There can be no arguing the fact that business is facing a tough road ahead. However, the challenge lies in being able to recognize that even though many organizations across the globe are feeling the effects of the recession, the world is still a dynamic place, and presents many opportunities.
The economic climate is undoubtedly a taxing environment at present, but in the words of Albert Einstein, “in the middle of every difficulty lies opportunity”. However, in order to find opportunity in the current adverse situation, organizations need to have the right information available for financial clarity, automate and transform critical financial processes, and gain real time insight into cost structures.
In attempting to achieve these things, many enterprises face a few common challenges. Firstly, there is often a limited view of operational information, housed in disparate data stores, with different analytical tools and interfaces.
Secondly, while budgets may be able to be seen and accessed, organizations have difficulty in tying these back to key performance indicators and business drivers. Finally, analysis and reports from the business are not consolidated or connected into a complete and holistic view of the organization.
Implementing an integrated Financial Performance Management (FPM) system may go a long way towards solving these issues, as such a solution will help to consolidate operational information, organize data and enable reporting and analysis to be conducted from a single source, allowing for budgets to be tied back into real business drivers and providing data from the entire organization, not just from silos.
When implemented correctly, FPM will enable the organization to plan, forecast, adjust enterprise resources, manage profits and service levels, reduce labour costs and help the organization achieve high return on investment.
At the end of the global financial crisis, new leaders will have emerged through this transformation process, by building intelligence into management processes, starting with the finance department, enabling organizations to manage risk, cut costs, improve profits and drive cash flow.
FPM allows organizations to drive better business outcomes using the tools available, and provides the capabilities to measure and monitor Key Performance Indicators (KPIs), metrics and scorecards. Analysis and reporting tools enable the business to identify historic and future trends and anomalies, as well as plan processes and evaluate strategies. These capabilities give the finance department the ability to align with the rest of the organization, as they are relevant to all functions, not simply finance.
By driving finance actions such as sustainable compliance processes and elimination of redundancy, finance becomes the catalyst that pushes analytics and intelligence through to other functions and departments of the business, in turn driving intelligence throughout the organization, unlocking the value of processes and optimizing the business.

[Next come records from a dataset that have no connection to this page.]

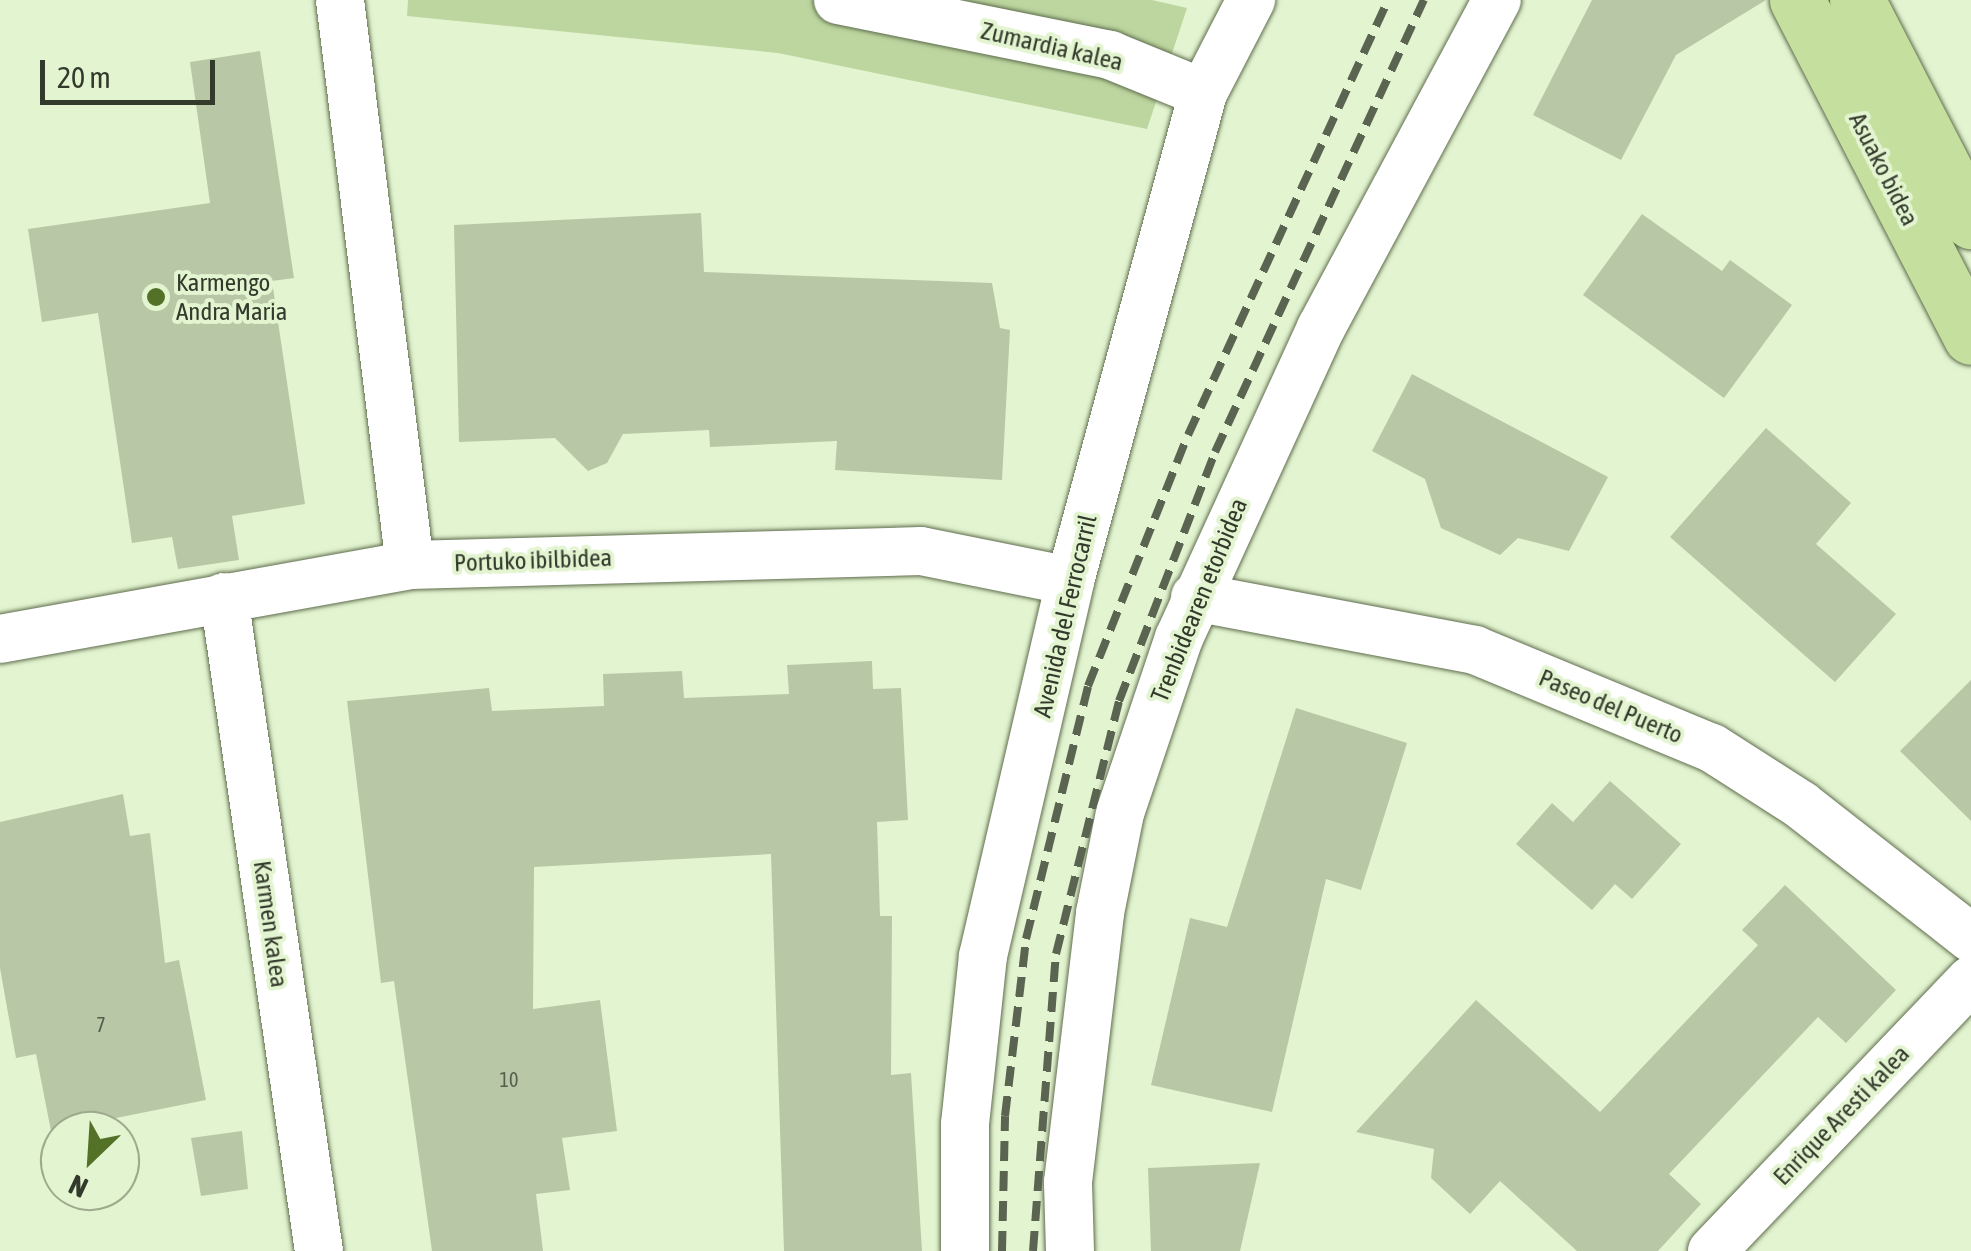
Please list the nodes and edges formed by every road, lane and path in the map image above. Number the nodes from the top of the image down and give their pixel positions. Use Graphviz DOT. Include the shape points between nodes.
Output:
graph roads {
  1 [pos="340,0"];
  2 [pos="838,0"];
  3 [pos="1250,0"];
  4 [pos="1497,0"];
  5 [pos="1798,0"];
  6 [pos="1857,0"];
  7 [pos="1203,93"];
  8 [pos="1971,221"];
  9 [pos="1971,338"];
  10 [pos="410,565"];
  11 [pos="1070,582"];
  12 [pos="224,597"];
  13 [pos="1196,597"];
  14 [pos="0,638"];
  15 [pos="1971,938"];
  16 [pos="1971,980"];
  17 [pos="319,1251"];
  18 [pos="964,1251"];
  19 [pos="1070,1251"];
  20 [pos="1712,1251"];
  1 -- 10 [label="street"];
  2 -- 7 [label="street, Zumardia kalea" via="1110,55"];
  3 -- 7 [label="street, Avenida del Ferrocarril"];
  4 -- 13 [label="street, Trenbidearen etorbidea" via="1321,328"];
  5 -- 9 [label="main road, Asuako bidea"];
  6 -- 8 [label="main road"];
  7 -- 11 [label="street, Avenida del Ferrocarril"];
  10 -- 11 [label="street, Portuko ibilbidea" via="920,551"];
  10 -- 12 [label="street, Portuko ibilbidea"];
  11 -- 18 [label="street, Avenida del Ferrocarril" via="983,956 964,1124"];
  12 -- 14 [label="street, Portuko ibilbidea"];
  12 -- 17 [label="street, Karmen kalea"];
  13 -- 15 [label="street, Paseo del Puerto" via="1475,650 1712,748 1801,805"];
  13 -- 19 [label="street, Trenbidearen etorbidea" via="1120,813 1107,880 1068,1182"];
  16 -- 20 [label="street, Enrique Aresti kalea"];
}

Collaborating and connecting all aspects of the organization, linking operations, finance and IT will have a high impact on the success of the business and provide quick and quantifiable payback.
Having a Performance Management (PM) solution that permeates the entire enterprise can provide deeper insights into data, which can in turn unlock new business value, by ensuring organizations can identify profitable customers, and serve them adequately, therefore maintaining these profitable entities. Targeted investments can also help to generate both savings and revenue that could in fact prove far more successful at producing returns than simply cost cutting alone.

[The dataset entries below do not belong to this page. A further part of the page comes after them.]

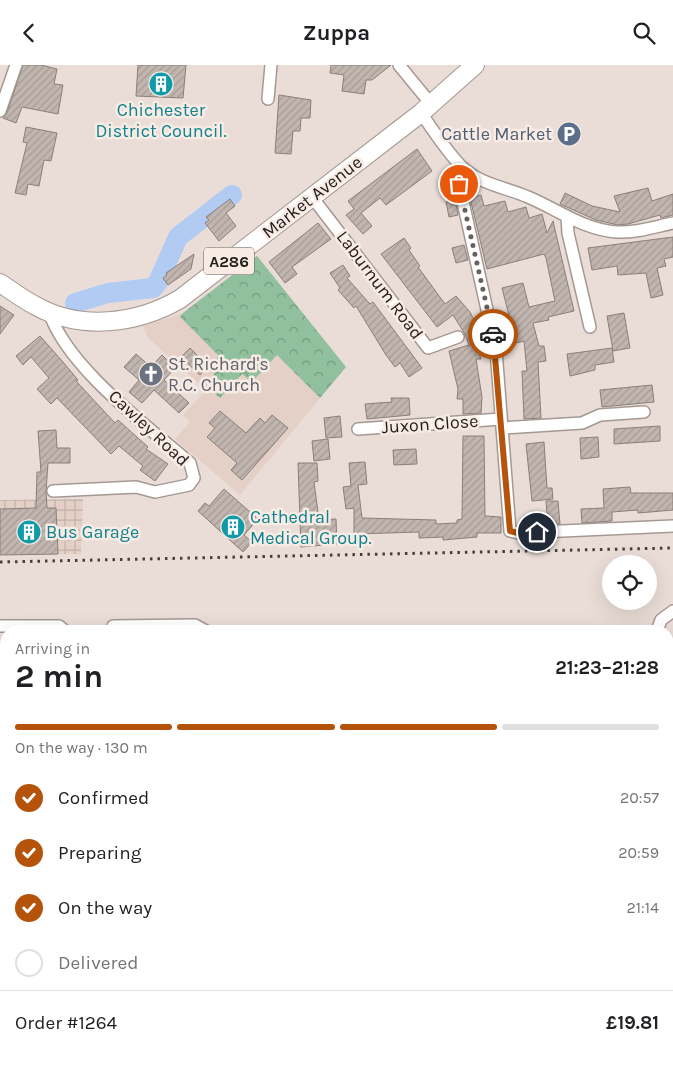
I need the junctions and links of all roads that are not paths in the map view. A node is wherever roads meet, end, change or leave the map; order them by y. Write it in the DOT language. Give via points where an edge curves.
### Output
graph roads {
  1 [pos="16,65"];
  2 [pos="271,65"];
  3 [pos="400,65"];
  4 [pos="475,65"];
  5 [pos="268,99"];
  6 [pos="426,108"];
  7 [pos="0,111"];
  8 [pos="460,165"];
  9 [pos="312,197"];
  10 [pos="568,217"];
  11 [pos="673,223"];
  12 [pos="0,283"];
  13 [pos="49,312"];
  14 [pos="590,327"];
  15 [pos="458,337"];
  16 [pos="644,412"];
  17 [pos="502,424"];
  18 [pos="358,429"];
  19 [pos="53,491"];
  20 [pos="673,526"];
  21 [pos="673,611"];
  22 [pos="659,625"];
  1 -- 7 [label="street"];
  2 -- 5 [label="street"];
  3 -- 6 [label="street"];
  4 -- 6 [label="main road, A286"];
  6 -- 8 [label="street"];
  6 -- 9 [label="main road, Market Avenue / A286"];
  8 -- 10 [label="street" via="487,183 528,197"];
  8 -- 17 [label="street" via="459,184 496,350"];
  9 -- 13 [label="main road, Market Avenue / A286" via="164,309 136,318 106,322 78,320"];
  9 -- 15 [label="street, Laburnum Road" via="428,348"];
  10 -- 11 [label="street" via="615,232"];
  10 -- 14 [label="street" via="568,233"];
  12 -- 13 [label="main road, Market Avenue / A286"];
  13 -- 19 [label="street, Cawley Road" via="53,326 81,366 190,463 194,478 189,485 161,491 136,487"];
  16 -- 17 [label="street, Juxon Close" via="600,415 582,423"];
  17 -- 18 [label="street, Juxon Close"];
  17 -- 20 [label="street" via="510,531"];
  21 -- 22 [label="street"];
}
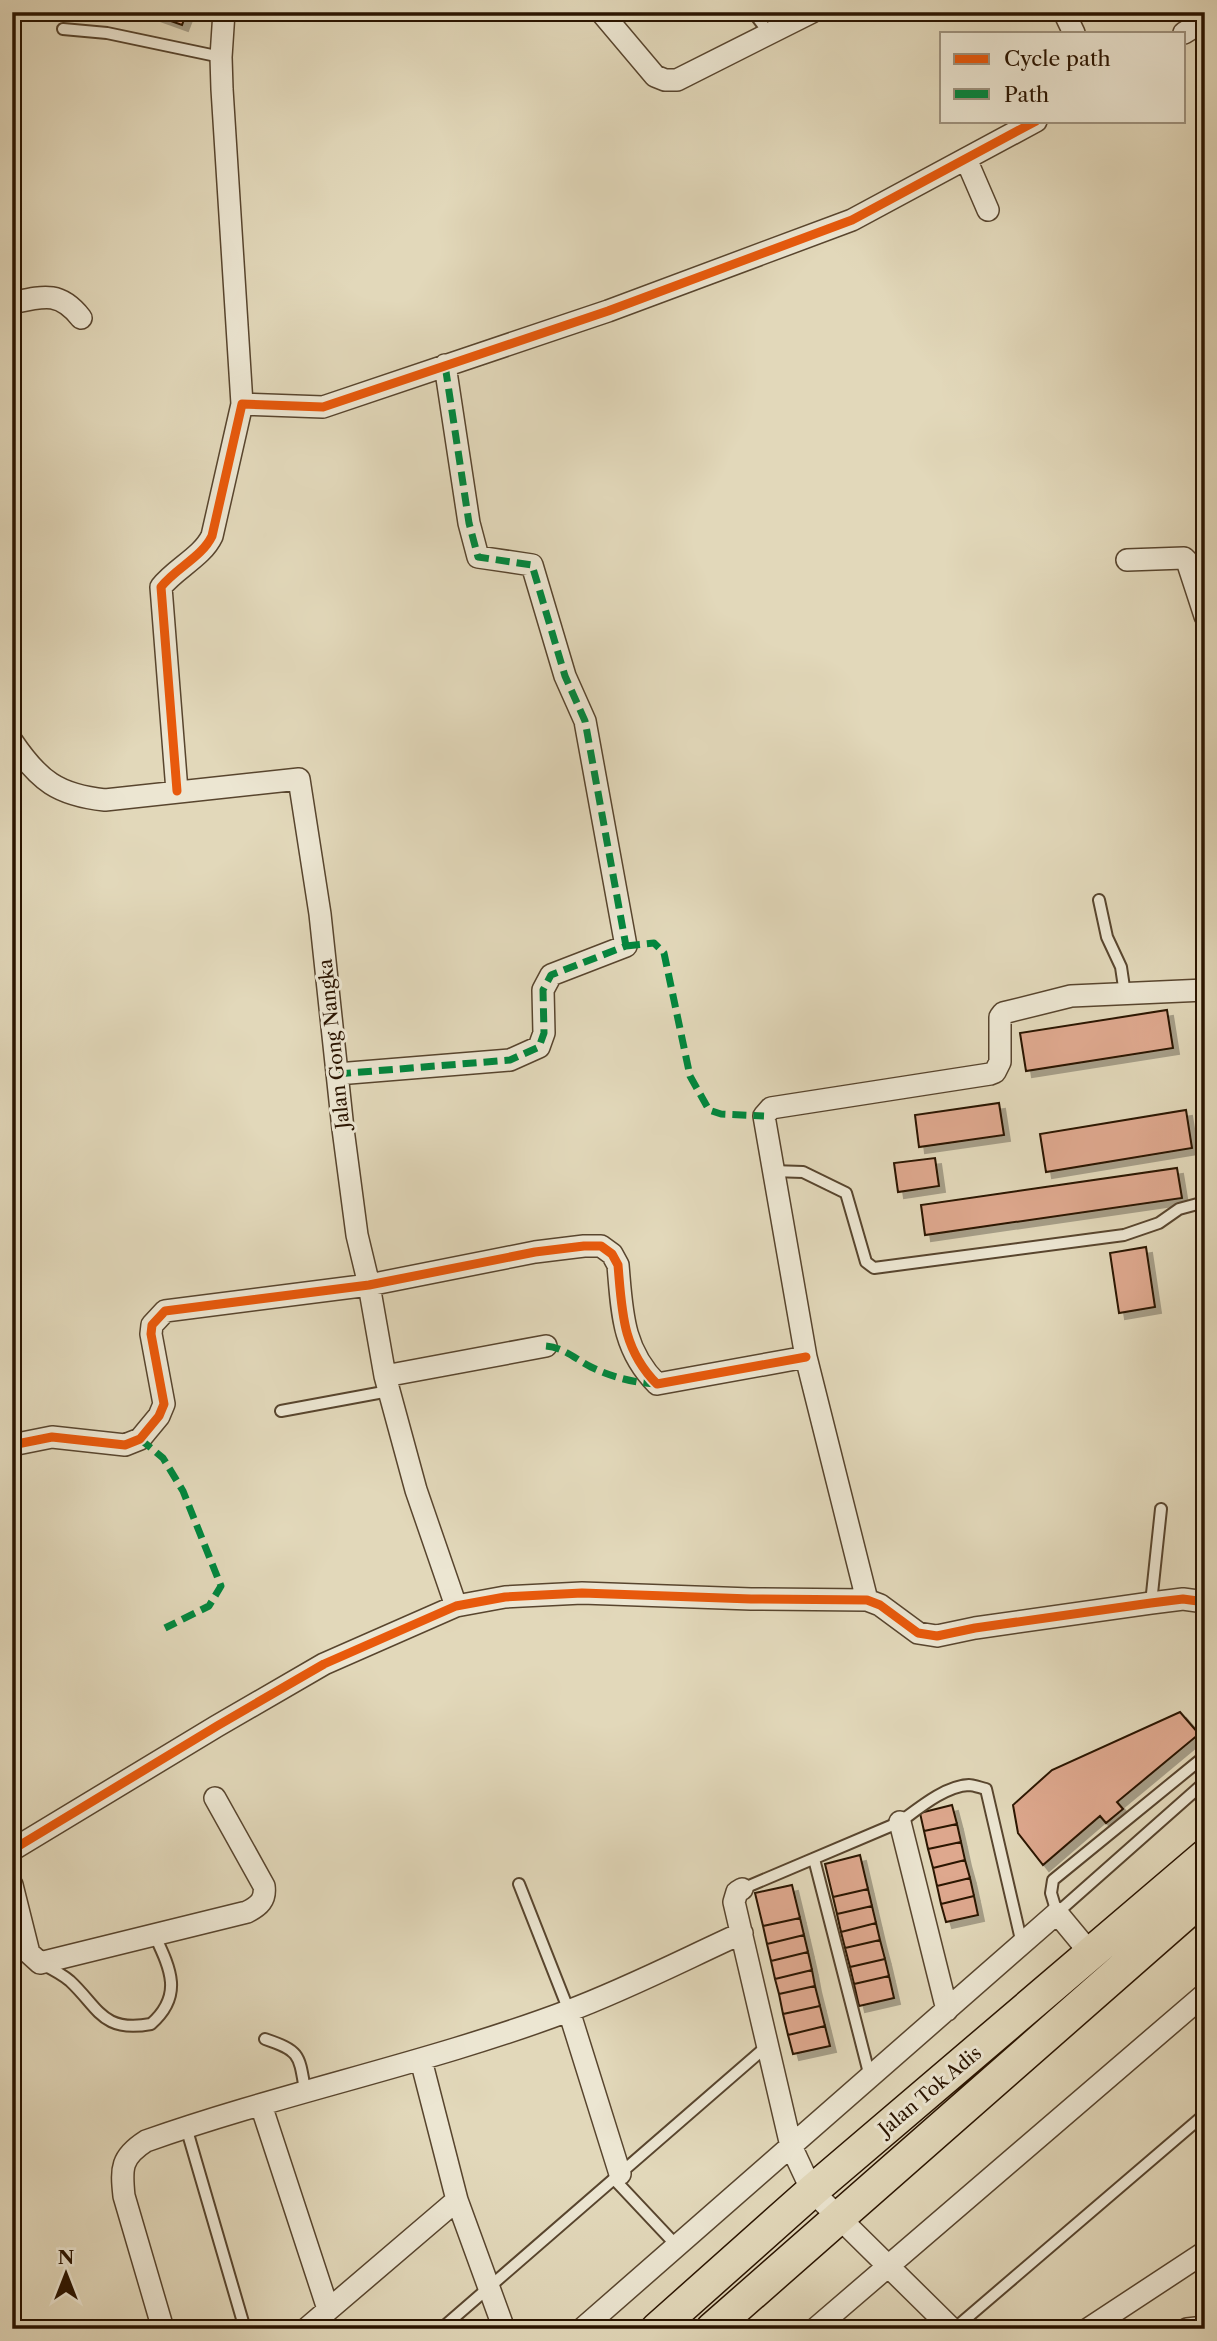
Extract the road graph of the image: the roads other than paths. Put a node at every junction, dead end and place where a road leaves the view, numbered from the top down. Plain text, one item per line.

Together, Business Intelligence (BI) and PM can drive smarter decision making processes, by delivering trusted information where it is needed, when it is needed, and driving effective auditable processes that lead to better business outcomes.
Having the information needed on demand enables enterprises to optimize business performance, unlocking the business value of information to deliver competitive advantage, and enabling businesses to take advantage of opportunities that may present themselves during the economic downturn. In this way, businesses can emerge at the other end of the crisis not only leaner and meaner, but significantly better off as well.